*How to complete this task*.
Find the word "main" in the data. Return every line where it appears.

*Data excerpts*.

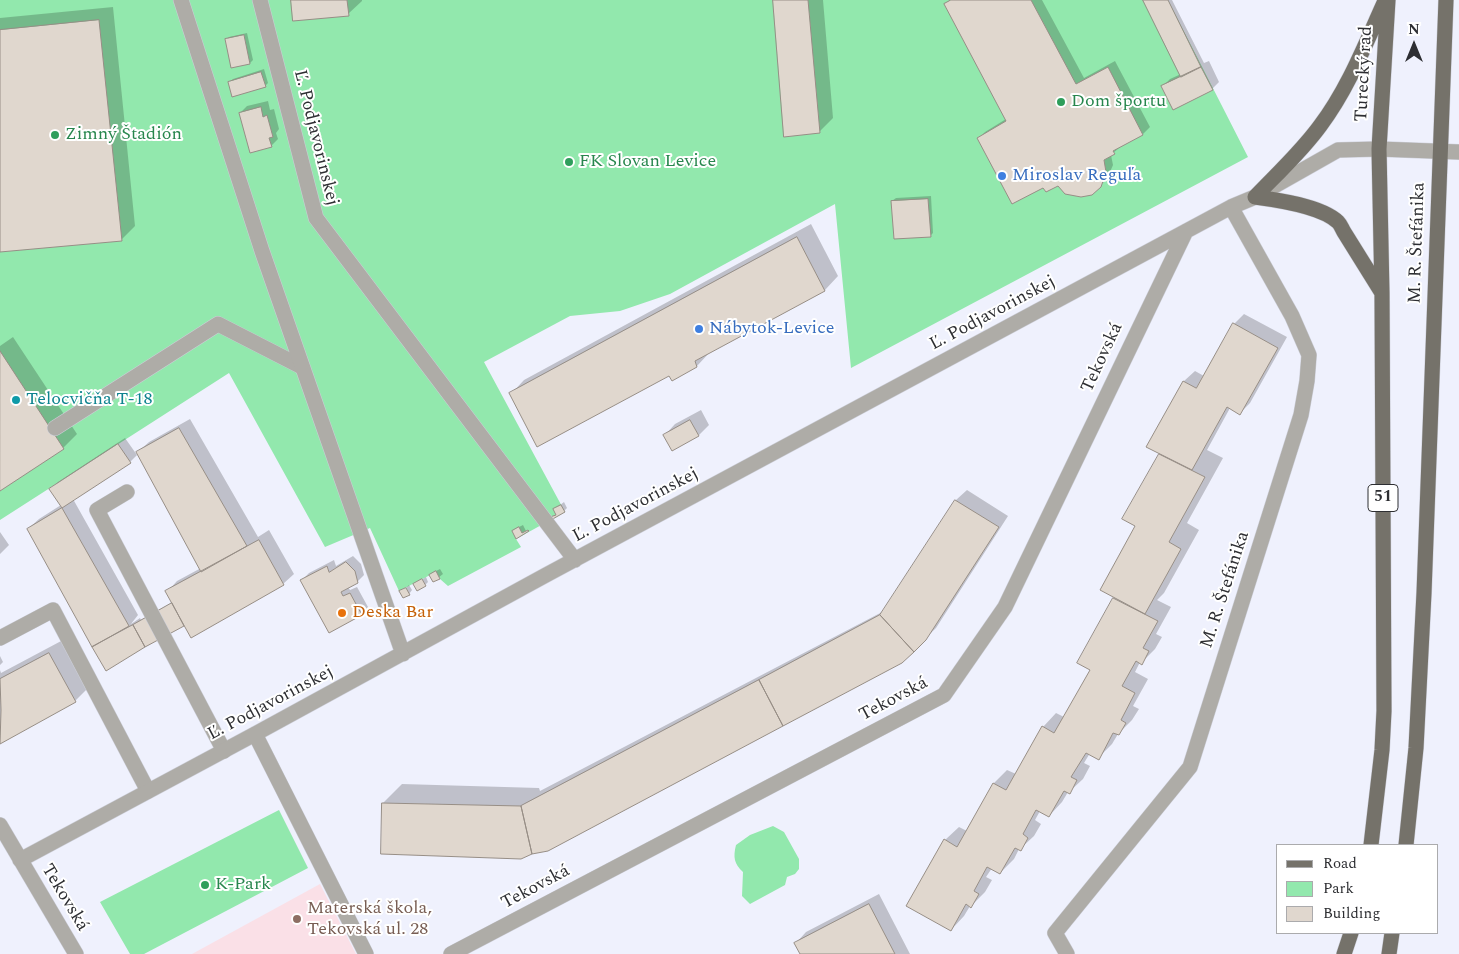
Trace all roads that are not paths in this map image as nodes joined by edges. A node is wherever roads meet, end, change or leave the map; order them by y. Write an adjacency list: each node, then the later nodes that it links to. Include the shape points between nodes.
1 (181, 0): 12 (street)
2 (260, 0): 15 (street, Ľ. Podjavorinskej, via 316,218)
3 (1387, 0): 5 (main road, Turecký rad / 51); 8 (main road, via 1344,88 1322,124)
4 (1446, 0): 6 (main road)
5 (1379, 149): 6 (street, Ľ. Podjavorinskej); 8 (street, Ľ. Podjavorinskej, via 1338,150); 11 (main road, M. R. Štefánika / 51)
6 (1440, 152): 7 (street, Ľ. Podjavorinskej); 23 (main road, M. R. Štefánika, via 1421,656)
7 (1459, 152)
8 (1255, 198): 9 (street, Ľ. Podjavorinskej); 11 (main road, via 1305,206 1340,223)
9 (1230, 207): 10 (street, Ľ. Podjavorinskej); 30 (street, M. R. Štefánika, via 1292,316 1308,355 1301,415 1190,767 1055,933)
10 (1186, 231): 15 (street, Ľ. Podjavorinskej); 29 (street, Tekovská, via 1005,607 944,695)
11 (1382, 293): 22 (main road, M. R. Štefánika / 51, via 1384,711)
12 (302, 367): 13 (street, via 218,324); 17 (street)
13 (55, 428)
14 (127, 492): 19 (street, via 97,510)
15 (575, 560): 17 (street, Ľ. Podjavorinskej)
16 (0, 638): 20 (street, via 53,610)
17 (403, 654): 18 (street, Ľ. Podjavorinskej)
18 (255, 734): 19 (street, Ľ. Podjavorinskej); 28 (street)
19 (224, 751): 20 (street, Ľ. Podjavorinskej)
20 (148, 791): 24 (street, Ľ. Podjavorinskej)
21 (0, 825): 24 (street)
22 (1372, 844)
23 (1406, 844)
24 (20, 860): 27 (street, Tekovská)
25 (1351, 934): 31 (main road)
26 (1392, 934): 32 (main road)
27 (76, 954)
28 (366, 954)
29 (451, 954)
30 (1068, 954)
31 (1344, 954)
32 (1389, 954)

*Exercise result*.
3 (1387, 0): 5 (main road, Turecký rad / 51); 8 (main road, via 1344,88 1322,124)
4 (1446, 0): 6 (main road)
5 (1379, 149): 6 (street, Ľ. Podjavorinskej); 8 (street, Ľ. Podjavorinskej, via 1338,150); 11 (main road, M. R. Štefánika / 51)
6 (1440, 152): 7 (street, Ľ. Podjavorinskej); 23 (main road, M. R. Štefánika, via 1421,656)
8 (1255, 198): 9 (street, Ľ. Podjavorinskej); 11 (main road, via 1305,206 1340,223)
11 (1382, 293): 22 (main road, M. R. Štefánika / 51, via 1384,711)
25 (1351, 934): 31 (main road)
26 (1392, 934): 32 (main road)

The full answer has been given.